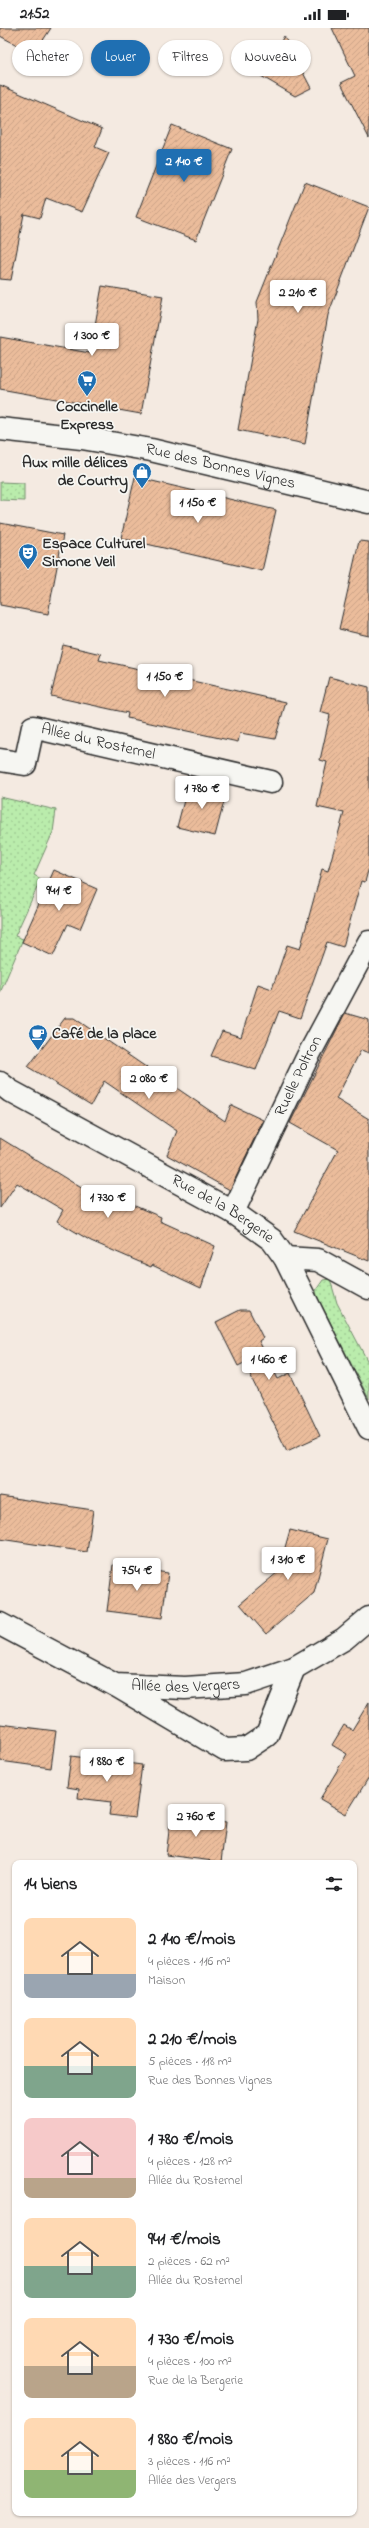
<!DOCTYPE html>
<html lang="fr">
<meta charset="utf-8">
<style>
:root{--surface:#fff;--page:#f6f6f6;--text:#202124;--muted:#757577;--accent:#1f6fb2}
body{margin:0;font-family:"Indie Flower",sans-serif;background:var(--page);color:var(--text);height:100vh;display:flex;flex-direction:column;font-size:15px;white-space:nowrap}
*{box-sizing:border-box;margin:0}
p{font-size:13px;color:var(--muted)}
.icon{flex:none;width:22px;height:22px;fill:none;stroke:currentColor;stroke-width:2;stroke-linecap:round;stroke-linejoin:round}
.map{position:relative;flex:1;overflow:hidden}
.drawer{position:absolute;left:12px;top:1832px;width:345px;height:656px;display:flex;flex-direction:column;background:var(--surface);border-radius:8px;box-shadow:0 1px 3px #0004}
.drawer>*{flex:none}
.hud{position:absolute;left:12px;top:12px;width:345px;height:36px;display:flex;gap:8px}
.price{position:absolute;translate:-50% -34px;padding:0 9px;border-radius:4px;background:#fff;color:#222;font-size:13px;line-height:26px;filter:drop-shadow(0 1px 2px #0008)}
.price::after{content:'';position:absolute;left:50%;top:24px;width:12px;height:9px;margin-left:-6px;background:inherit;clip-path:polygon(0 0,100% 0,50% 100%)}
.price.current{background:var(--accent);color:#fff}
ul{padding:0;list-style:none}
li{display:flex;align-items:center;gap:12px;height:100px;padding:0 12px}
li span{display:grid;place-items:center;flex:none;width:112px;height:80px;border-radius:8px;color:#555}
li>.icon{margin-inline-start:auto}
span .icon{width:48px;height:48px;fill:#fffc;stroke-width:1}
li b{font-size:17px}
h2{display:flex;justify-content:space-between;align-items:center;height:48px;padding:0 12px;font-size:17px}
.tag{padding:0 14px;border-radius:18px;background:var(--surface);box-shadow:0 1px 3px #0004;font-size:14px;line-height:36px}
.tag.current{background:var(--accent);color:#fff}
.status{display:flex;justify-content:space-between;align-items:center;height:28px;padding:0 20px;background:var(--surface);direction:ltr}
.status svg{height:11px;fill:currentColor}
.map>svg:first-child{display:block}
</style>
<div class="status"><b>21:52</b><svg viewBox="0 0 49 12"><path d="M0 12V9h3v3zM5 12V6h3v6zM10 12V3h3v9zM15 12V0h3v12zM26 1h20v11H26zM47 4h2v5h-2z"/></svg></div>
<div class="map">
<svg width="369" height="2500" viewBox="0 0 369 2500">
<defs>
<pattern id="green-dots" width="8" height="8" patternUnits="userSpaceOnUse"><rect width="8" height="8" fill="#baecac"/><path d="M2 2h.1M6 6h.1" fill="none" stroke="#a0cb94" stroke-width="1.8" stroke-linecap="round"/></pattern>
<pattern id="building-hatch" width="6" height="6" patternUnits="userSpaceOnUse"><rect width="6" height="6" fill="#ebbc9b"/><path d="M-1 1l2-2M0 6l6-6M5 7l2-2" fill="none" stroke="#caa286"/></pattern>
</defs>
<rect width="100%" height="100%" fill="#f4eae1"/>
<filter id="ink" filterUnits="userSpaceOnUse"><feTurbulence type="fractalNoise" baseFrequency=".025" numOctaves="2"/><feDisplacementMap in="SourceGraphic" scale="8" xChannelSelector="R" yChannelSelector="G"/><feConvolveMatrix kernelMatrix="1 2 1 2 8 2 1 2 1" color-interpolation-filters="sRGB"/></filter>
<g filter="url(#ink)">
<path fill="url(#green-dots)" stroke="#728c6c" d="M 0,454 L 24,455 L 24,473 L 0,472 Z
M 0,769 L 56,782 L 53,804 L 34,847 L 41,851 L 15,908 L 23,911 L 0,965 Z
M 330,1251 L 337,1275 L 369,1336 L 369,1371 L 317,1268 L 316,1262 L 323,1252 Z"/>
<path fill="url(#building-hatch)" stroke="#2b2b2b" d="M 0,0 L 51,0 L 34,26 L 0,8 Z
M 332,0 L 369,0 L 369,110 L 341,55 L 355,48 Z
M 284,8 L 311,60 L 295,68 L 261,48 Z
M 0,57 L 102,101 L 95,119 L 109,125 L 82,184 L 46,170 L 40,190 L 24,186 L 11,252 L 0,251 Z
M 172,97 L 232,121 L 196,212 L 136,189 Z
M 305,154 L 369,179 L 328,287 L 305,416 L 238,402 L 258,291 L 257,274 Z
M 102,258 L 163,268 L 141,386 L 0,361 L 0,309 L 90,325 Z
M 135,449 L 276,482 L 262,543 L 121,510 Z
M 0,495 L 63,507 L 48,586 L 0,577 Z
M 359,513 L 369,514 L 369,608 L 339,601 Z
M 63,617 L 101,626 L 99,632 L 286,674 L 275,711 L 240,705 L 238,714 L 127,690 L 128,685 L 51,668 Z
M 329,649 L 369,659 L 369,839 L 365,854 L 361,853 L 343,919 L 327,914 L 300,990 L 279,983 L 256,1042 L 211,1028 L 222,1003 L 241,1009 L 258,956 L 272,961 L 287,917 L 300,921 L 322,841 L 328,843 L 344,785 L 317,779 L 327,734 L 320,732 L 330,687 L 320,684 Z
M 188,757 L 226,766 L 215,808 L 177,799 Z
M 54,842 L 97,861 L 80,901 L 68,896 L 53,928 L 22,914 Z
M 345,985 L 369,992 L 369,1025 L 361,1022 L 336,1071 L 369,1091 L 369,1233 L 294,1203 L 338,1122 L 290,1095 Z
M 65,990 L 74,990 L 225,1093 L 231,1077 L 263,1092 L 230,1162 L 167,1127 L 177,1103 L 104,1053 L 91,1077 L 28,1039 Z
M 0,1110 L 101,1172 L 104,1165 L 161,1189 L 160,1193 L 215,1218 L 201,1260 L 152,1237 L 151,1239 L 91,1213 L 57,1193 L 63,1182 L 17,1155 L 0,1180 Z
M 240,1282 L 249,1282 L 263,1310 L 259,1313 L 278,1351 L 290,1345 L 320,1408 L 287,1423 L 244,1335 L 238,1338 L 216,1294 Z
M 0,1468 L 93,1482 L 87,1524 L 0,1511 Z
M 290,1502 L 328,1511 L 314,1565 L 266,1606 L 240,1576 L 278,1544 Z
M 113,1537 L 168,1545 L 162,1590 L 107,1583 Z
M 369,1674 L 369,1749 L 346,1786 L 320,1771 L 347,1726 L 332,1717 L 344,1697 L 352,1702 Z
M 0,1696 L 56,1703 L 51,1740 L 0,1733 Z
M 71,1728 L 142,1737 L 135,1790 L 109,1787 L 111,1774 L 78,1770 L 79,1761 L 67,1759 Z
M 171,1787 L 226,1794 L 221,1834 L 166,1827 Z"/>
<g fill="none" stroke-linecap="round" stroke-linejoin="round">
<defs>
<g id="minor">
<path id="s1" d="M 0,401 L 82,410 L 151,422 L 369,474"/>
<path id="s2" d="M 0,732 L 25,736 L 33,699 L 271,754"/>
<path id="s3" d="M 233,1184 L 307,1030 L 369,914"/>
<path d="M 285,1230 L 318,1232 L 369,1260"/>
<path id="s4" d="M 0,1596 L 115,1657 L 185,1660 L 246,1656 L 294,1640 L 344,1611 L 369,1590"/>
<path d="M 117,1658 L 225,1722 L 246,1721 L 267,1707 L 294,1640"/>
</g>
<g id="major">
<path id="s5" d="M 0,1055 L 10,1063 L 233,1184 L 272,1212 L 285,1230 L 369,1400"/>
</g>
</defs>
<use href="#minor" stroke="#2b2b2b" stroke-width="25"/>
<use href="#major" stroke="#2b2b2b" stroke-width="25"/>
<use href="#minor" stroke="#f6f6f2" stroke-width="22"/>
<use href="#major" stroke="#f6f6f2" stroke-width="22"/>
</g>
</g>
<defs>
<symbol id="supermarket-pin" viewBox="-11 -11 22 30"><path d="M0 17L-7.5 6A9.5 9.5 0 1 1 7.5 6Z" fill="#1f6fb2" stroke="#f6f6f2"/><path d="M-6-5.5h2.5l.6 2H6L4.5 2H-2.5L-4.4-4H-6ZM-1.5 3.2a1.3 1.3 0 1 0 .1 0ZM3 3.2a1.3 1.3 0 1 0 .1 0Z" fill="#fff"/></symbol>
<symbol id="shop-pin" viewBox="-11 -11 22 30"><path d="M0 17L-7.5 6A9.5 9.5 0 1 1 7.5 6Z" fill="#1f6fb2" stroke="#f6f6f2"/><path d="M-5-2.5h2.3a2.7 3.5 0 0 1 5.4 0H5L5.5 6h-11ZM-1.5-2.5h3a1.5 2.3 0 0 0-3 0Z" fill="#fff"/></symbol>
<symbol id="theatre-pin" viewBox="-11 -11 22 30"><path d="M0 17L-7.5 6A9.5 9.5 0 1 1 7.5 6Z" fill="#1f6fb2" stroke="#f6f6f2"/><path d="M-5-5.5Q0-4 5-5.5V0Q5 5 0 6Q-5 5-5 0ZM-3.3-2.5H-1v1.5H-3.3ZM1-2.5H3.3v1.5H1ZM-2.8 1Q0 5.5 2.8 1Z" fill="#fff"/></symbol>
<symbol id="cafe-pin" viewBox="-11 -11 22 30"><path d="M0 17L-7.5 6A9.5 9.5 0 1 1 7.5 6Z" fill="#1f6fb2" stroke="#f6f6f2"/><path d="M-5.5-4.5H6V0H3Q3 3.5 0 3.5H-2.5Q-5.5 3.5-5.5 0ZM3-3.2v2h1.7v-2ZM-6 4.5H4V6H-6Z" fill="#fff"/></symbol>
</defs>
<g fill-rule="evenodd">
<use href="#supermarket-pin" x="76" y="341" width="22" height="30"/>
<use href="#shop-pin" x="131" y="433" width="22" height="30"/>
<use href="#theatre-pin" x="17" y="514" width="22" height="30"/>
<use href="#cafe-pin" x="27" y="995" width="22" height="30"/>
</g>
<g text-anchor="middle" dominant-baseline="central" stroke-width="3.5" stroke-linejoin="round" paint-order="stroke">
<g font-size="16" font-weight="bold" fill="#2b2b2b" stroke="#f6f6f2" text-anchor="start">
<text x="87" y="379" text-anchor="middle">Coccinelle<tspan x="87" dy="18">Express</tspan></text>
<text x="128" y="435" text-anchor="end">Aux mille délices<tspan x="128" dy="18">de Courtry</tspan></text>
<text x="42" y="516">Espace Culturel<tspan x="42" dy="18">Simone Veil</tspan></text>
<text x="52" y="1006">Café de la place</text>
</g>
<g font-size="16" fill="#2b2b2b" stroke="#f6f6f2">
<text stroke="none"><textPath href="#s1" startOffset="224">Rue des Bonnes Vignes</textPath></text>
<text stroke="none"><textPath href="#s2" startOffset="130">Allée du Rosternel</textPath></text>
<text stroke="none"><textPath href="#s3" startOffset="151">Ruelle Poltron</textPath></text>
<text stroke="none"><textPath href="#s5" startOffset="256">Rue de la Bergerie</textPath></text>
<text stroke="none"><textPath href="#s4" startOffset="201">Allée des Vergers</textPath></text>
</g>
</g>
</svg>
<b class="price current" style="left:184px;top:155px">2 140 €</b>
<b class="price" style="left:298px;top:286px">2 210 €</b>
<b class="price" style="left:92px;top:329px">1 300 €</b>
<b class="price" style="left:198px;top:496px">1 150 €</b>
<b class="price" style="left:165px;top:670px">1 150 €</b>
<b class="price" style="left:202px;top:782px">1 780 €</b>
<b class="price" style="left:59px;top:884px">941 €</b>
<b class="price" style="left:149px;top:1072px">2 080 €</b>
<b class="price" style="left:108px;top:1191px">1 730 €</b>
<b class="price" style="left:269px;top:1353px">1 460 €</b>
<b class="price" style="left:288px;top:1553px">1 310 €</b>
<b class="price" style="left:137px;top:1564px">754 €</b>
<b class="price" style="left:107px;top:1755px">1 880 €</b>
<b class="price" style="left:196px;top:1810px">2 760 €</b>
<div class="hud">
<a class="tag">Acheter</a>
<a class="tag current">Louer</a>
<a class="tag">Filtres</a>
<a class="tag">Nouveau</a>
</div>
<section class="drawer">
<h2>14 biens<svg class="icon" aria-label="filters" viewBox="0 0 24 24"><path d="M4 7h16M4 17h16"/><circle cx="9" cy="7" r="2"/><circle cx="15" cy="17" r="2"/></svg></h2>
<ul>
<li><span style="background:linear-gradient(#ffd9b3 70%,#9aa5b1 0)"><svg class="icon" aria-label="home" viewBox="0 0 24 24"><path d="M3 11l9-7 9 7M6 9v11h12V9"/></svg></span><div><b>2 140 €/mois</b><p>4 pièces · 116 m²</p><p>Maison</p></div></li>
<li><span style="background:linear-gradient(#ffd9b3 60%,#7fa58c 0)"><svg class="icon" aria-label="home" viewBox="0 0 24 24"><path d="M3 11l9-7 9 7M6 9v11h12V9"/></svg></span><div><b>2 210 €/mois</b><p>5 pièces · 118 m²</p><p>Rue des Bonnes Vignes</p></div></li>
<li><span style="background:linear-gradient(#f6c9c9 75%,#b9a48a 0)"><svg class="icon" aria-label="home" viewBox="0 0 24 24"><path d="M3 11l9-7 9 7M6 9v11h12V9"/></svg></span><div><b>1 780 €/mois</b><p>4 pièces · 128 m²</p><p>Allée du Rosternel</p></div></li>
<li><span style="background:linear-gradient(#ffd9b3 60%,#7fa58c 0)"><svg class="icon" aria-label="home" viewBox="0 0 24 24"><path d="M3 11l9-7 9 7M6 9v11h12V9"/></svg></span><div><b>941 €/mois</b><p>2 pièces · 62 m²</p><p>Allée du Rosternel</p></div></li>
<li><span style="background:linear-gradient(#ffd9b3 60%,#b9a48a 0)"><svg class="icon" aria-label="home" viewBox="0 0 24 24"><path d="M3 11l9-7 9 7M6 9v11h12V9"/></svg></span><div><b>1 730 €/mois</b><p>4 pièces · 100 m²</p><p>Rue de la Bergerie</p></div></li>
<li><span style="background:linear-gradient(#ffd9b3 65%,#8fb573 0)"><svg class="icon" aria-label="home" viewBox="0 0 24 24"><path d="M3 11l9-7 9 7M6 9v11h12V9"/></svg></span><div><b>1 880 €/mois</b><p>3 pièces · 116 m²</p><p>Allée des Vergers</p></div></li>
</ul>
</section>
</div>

### Exercise
Check each line of the material for the word "margin". State how many have it, and write nothing else.

### Response area
4